*Exercise goal:*
All the data should come back exactly as it was given.

[Stored items from a collection]
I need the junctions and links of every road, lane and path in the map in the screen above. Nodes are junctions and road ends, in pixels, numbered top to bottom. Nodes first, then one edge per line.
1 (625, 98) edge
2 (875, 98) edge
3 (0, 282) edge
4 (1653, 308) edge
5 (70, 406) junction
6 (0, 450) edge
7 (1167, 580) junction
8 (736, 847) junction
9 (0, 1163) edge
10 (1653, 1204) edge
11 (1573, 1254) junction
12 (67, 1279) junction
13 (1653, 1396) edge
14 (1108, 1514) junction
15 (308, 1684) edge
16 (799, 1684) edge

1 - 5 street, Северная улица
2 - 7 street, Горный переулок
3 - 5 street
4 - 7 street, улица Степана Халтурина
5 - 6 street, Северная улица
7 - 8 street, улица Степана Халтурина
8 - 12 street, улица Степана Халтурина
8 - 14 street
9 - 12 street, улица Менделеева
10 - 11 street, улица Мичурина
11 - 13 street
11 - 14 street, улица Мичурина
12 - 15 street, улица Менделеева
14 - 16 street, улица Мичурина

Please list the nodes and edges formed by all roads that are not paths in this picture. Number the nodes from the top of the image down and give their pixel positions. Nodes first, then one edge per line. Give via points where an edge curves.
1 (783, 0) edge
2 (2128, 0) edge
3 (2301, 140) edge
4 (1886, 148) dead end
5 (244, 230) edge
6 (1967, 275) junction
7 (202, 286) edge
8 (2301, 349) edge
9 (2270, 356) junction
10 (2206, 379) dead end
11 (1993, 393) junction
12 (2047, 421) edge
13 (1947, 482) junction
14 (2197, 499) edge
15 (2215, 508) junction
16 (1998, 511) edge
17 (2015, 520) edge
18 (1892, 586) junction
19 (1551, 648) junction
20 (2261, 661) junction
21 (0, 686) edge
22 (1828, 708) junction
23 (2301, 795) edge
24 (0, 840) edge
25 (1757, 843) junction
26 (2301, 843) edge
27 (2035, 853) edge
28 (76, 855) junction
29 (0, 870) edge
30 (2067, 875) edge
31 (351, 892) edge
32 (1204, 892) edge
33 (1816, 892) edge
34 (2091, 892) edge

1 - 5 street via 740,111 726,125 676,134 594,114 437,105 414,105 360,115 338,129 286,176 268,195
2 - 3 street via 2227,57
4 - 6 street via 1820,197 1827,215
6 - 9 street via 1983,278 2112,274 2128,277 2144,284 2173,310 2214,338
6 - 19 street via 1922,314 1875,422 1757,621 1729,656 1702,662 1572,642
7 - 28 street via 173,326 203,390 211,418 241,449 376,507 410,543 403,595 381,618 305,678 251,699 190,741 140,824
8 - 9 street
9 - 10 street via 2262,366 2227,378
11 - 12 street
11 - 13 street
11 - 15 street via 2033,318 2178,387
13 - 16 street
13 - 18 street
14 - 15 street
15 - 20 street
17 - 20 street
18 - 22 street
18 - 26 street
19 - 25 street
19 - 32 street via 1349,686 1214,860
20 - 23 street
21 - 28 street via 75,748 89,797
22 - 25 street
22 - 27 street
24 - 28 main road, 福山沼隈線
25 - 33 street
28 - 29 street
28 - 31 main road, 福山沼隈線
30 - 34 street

*Reply:*
I need the junctions and links of every road, lane and path in the map in the screen above. Nodes are junctions and road ends, in pixels, numbered top to bottom. Nodes first, then one edge per line.
1 (625, 98) edge
2 (875, 98) edge
3 (0, 282) edge
4 (1653, 308) edge
5 (70, 406) junction
6 (0, 450) edge
7 (1167, 580) junction
8 (736, 847) junction
9 (0, 1163) edge
10 (1653, 1204) edge
11 (1573, 1254) junction
12 (67, 1279) junction
13 (1653, 1396) edge
14 (1108, 1514) junction
15 (308, 1684) edge
16 (799, 1684) edge

1 - 5 street, Северная улица
2 - 7 street, Горный переулок
3 - 5 street
4 - 7 street, улица Степана Халтурина
5 - 6 street, Северная улица
7 - 8 street, улица Степана Халтурина
8 - 12 street, улица Степана Халтурина
8 - 14 street
9 - 12 street, улица Менделеева
10 - 11 street, улица Мичурина
11 - 13 street
11 - 14 street, улица Мичурина
12 - 15 street, улица Менделеева
14 - 16 street, улица Мичурина

Please list the nodes and edges formed by all roads that are not paths in this picture. Number the nodes from the top of the image down and give their pixel positions. Nodes first, then one edge per line. Give via points where an edge curves.
1 (783, 0) edge
2 (2128, 0) edge
3 (2301, 140) edge
4 (1886, 148) dead end
5 (244, 230) edge
6 (1967, 275) junction
7 (202, 286) edge
8 (2301, 349) edge
9 (2270, 356) junction
10 (2206, 379) dead end
11 (1993, 393) junction
12 (2047, 421) edge
13 (1947, 482) junction
14 (2197, 499) edge
15 (2215, 508) junction
16 (1998, 511) edge
17 (2015, 520) edge
18 (1892, 586) junction
19 (1551, 648) junction
20 (2261, 661) junction
21 (0, 686) edge
22 (1828, 708) junction
23 (2301, 795) edge
24 (0, 840) edge
25 (1757, 843) junction
26 (2301, 843) edge
27 (2035, 853) edge
28 (76, 855) junction
29 (0, 870) edge
30 (2067, 875) edge
31 (351, 892) edge
32 (1204, 892) edge
33 (1816, 892) edge
34 (2091, 892) edge

1 - 5 street via 740,111 726,125 676,134 594,114 437,105 414,105 360,115 338,129 286,176 268,195
2 - 3 street via 2227,57
4 - 6 street via 1820,197 1827,215
6 - 9 street via 1983,278 2112,274 2128,277 2144,284 2173,310 2214,338
6 - 19 street via 1922,314 1875,422 1757,621 1729,656 1702,662 1572,642
7 - 28 street via 173,326 203,390 211,418 241,449 376,507 410,543 403,595 381,618 305,678 251,699 190,741 140,824
8 - 9 street
9 - 10 street via 2262,366 2227,378
11 - 12 street
11 - 13 street
11 - 15 street via 2033,318 2178,387
13 - 16 street
13 - 18 street
14 - 15 street
15 - 20 street
17 - 20 street
18 - 22 street
18 - 26 street
19 - 25 street
19 - 32 street via 1349,686 1214,860
20 - 23 street
21 - 28 street via 75,748 89,797
22 - 25 street
22 - 27 street
24 - 28 main road, 福山沼隈線
25 - 33 street
28 - 29 street
28 - 31 main road, 福山沼隈線
30 - 34 street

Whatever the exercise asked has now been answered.